● What you will do: Would you repeat all the lines below, exactly as they stand?

[Stored items]
= = = = =

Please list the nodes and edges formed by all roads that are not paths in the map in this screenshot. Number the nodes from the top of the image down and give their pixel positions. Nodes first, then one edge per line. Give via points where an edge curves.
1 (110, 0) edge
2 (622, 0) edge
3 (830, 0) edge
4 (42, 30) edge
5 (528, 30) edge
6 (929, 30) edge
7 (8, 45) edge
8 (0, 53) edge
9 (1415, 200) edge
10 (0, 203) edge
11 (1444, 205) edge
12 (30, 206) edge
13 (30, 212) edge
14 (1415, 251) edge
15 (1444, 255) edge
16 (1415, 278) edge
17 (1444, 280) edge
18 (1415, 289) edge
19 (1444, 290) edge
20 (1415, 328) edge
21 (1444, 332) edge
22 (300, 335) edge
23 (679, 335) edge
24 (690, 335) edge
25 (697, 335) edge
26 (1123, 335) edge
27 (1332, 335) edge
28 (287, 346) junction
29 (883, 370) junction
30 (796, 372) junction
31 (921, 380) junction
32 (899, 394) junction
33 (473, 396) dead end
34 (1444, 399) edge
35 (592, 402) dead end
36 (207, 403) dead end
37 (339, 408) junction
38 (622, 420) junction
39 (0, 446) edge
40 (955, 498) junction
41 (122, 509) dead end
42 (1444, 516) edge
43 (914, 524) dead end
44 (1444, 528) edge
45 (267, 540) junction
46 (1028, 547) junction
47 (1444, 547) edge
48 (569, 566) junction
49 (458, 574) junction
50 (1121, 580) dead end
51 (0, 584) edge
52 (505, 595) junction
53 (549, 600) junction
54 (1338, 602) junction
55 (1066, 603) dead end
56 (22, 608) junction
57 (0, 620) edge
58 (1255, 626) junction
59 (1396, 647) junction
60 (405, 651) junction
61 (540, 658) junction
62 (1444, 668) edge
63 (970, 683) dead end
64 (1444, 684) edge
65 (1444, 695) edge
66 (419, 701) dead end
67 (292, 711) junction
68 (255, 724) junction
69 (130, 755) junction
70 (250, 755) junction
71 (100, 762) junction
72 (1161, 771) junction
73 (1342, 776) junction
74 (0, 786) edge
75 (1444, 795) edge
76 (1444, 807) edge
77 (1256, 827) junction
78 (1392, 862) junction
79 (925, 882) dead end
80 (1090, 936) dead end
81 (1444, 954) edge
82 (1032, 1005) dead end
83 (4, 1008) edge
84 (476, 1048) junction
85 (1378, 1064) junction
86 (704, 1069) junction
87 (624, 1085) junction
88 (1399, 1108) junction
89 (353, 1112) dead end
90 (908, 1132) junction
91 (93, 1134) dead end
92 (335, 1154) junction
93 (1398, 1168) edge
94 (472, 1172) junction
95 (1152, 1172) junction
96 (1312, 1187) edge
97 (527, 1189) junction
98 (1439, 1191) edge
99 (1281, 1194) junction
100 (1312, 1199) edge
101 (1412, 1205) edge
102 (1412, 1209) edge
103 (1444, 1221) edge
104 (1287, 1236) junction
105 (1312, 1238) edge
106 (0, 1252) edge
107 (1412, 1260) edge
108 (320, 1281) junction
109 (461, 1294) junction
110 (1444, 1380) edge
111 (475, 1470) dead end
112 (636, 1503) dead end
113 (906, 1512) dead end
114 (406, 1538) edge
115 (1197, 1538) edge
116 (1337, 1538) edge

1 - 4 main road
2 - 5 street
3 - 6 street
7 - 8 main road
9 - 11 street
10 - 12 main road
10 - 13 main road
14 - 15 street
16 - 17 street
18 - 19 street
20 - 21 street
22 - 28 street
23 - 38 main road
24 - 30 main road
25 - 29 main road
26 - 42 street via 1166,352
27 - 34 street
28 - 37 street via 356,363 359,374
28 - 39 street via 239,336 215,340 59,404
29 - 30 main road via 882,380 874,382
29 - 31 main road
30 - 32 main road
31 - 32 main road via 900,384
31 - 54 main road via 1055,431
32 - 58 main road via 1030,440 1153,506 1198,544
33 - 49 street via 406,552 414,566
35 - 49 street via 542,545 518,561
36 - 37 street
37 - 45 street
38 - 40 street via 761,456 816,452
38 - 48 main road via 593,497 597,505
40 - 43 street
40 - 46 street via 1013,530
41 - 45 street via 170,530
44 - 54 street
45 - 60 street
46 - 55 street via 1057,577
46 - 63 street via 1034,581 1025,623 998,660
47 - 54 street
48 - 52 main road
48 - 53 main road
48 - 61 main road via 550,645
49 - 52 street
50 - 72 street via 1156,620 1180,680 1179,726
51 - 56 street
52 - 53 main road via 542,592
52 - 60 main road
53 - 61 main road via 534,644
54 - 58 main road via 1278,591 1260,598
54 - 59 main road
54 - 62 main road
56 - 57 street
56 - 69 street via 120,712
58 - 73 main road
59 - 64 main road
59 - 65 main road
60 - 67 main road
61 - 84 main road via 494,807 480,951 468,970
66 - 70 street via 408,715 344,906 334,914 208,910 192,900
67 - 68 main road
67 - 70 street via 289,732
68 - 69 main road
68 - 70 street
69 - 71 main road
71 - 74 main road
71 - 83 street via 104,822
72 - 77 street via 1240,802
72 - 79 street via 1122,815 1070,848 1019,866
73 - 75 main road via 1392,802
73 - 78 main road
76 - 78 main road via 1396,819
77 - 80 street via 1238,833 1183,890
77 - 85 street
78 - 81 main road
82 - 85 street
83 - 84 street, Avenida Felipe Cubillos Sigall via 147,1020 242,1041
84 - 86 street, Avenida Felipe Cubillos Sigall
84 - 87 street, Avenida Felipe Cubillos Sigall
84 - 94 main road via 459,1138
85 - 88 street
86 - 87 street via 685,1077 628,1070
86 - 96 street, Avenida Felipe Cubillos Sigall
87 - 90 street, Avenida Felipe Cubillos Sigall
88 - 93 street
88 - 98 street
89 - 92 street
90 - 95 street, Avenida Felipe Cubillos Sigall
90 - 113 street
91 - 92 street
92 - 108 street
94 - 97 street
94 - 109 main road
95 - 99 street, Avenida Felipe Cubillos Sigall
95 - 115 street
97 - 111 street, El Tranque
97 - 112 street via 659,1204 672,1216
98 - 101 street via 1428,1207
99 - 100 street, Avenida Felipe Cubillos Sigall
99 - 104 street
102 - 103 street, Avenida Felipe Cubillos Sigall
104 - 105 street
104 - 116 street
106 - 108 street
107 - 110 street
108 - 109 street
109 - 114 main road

= = = = =

● Response for this exercise:
Please list the nodes and edges formed by all roads that are not paths in the map in this screenshot. Number the nodes from the top of the image down and give their pixel positions. Nodes first, then one edge per line. Give via points where an edge curves.
1 (110, 0) edge
2 (622, 0) edge
3 (830, 0) edge
4 (42, 30) edge
5 (528, 30) edge
6 (929, 30) edge
7 (8, 45) edge
8 (0, 53) edge
9 (1415, 200) edge
10 (0, 203) edge
11 (1444, 205) edge
12 (30, 206) edge
13 (30, 212) edge
14 (1415, 251) edge
15 (1444, 255) edge
16 (1415, 278) edge
17 (1444, 280) edge
18 (1415, 289) edge
19 (1444, 290) edge
20 (1415, 328) edge
21 (1444, 332) edge
22 (300, 335) edge
23 (679, 335) edge
24 (690, 335) edge
25 (697, 335) edge
26 (1123, 335) edge
27 (1332, 335) edge
28 (287, 346) junction
29 (883, 370) junction
30 (796, 372) junction
31 (921, 380) junction
32 (899, 394) junction
33 (473, 396) dead end
34 (1444, 399) edge
35 (592, 402) dead end
36 (207, 403) dead end
37 (339, 408) junction
38 (622, 420) junction
39 (0, 446) edge
40 (955, 498) junction
41 (122, 509) dead end
42 (1444, 516) edge
43 (914, 524) dead end
44 (1444, 528) edge
45 (267, 540) junction
46 (1028, 547) junction
47 (1444, 547) edge
48 (569, 566) junction
49 (458, 574) junction
50 (1121, 580) dead end
51 (0, 584) edge
52 (505, 595) junction
53 (549, 600) junction
54 (1338, 602) junction
55 (1066, 603) dead end
56 (22, 608) junction
57 (0, 620) edge
58 (1255, 626) junction
59 (1396, 647) junction
60 (405, 651) junction
61 (540, 658) junction
62 (1444, 668) edge
63 (970, 683) dead end
64 (1444, 684) edge
65 (1444, 695) edge
66 (419, 701) dead end
67 (292, 711) junction
68 (255, 724) junction
69 (130, 755) junction
70 (250, 755) junction
71 (100, 762) junction
72 (1161, 771) junction
73 (1342, 776) junction
74 (0, 786) edge
75 (1444, 795) edge
76 (1444, 807) edge
77 (1256, 827) junction
78 (1392, 862) junction
79 (925, 882) dead end
80 (1090, 936) dead end
81 (1444, 954) edge
82 (1032, 1005) dead end
83 (4, 1008) edge
84 (476, 1048) junction
85 (1378, 1064) junction
86 (704, 1069) junction
87 (624, 1085) junction
88 (1399, 1108) junction
89 (353, 1112) dead end
90 (908, 1132) junction
91 (93, 1134) dead end
92 (335, 1154) junction
93 (1398, 1168) edge
94 (472, 1172) junction
95 (1152, 1172) junction
96 (1312, 1187) edge
97 (527, 1189) junction
98 (1439, 1191) edge
99 (1281, 1194) junction
100 (1312, 1199) edge
101 (1412, 1205) edge
102 (1412, 1209) edge
103 (1444, 1221) edge
104 (1287, 1236) junction
105 (1312, 1238) edge
106 (0, 1252) edge
107 (1412, 1260) edge
108 (320, 1281) junction
109 (461, 1294) junction
110 (1444, 1380) edge
111 (475, 1470) dead end
112 (636, 1503) dead end
113 (906, 1512) dead end
114 (406, 1538) edge
115 (1197, 1538) edge
116 (1337, 1538) edge

1 - 4 main road
2 - 5 street
3 - 6 street
7 - 8 main road
9 - 11 street
10 - 12 main road
10 - 13 main road
14 - 15 street
16 - 17 street
18 - 19 street
20 - 21 street
22 - 28 street
23 - 38 main road
24 - 30 main road
25 - 29 main road
26 - 42 street via 1166,352
27 - 34 street
28 - 37 street via 356,363 359,374
28 - 39 street via 239,336 215,340 59,404
29 - 30 main road via 882,380 874,382
29 - 31 main road
30 - 32 main road
31 - 32 main road via 900,384
31 - 54 main road via 1055,431
32 - 58 main road via 1030,440 1153,506 1198,544
33 - 49 street via 406,552 414,566
35 - 49 street via 542,545 518,561
36 - 37 street
37 - 45 street
38 - 40 street via 761,456 816,452
38 - 48 main road via 593,497 597,505
40 - 43 street
40 - 46 street via 1013,530
41 - 45 street via 170,530
44 - 54 street
45 - 60 street
46 - 55 street via 1057,577
46 - 63 street via 1034,581 1025,623 998,660
47 - 54 street
48 - 52 main road
48 - 53 main road
48 - 61 main road via 550,645
49 - 52 street
50 - 72 street via 1156,620 1180,680 1179,726
51 - 56 street
52 - 53 main road via 542,592
52 - 60 main road
53 - 61 main road via 534,644
54 - 58 main road via 1278,591 1260,598
54 - 59 main road
54 - 62 main road
56 - 57 street
56 - 69 street via 120,712
58 - 73 main road
59 - 64 main road
59 - 65 main road
60 - 67 main road
61 - 84 main road via 494,807 480,951 468,970
66 - 70 street via 408,715 344,906 334,914 208,910 192,900
67 - 68 main road
67 - 70 street via 289,732
68 - 69 main road
68 - 70 street
69 - 71 main road
71 - 74 main road
71 - 83 street via 104,822
72 - 77 street via 1240,802
72 - 79 street via 1122,815 1070,848 1019,866
73 - 75 main road via 1392,802
73 - 78 main road
76 - 78 main road via 1396,819
77 - 80 street via 1238,833 1183,890
77 - 85 street
78 - 81 main road
82 - 85 street
83 - 84 street, Avenida Felipe Cubillos Sigall via 147,1020 242,1041
84 - 86 street, Avenida Felipe Cubillos Sigall
84 - 87 street, Avenida Felipe Cubillos Sigall
84 - 94 main road via 459,1138
85 - 88 street
86 - 87 street via 685,1077 628,1070
86 - 96 street, Avenida Felipe Cubillos Sigall
87 - 90 street, Avenida Felipe Cubillos Sigall
88 - 93 street
88 - 98 street
89 - 92 street
90 - 95 street, Avenida Felipe Cubillos Sigall
90 - 113 street
91 - 92 street
92 - 108 street
94 - 97 street
94 - 109 main road
95 - 99 street, Avenida Felipe Cubillos Sigall
95 - 115 street
97 - 111 street, El Tranque
97 - 112 street via 659,1204 672,1216
98 - 101 street via 1428,1207
99 - 100 street, Avenida Felipe Cubillos Sigall
99 - 104 street
102 - 103 street, Avenida Felipe Cubillos Sigall
104 - 105 street
104 - 116 street
106 - 108 street
107 - 110 street
108 - 109 street
109 - 114 main road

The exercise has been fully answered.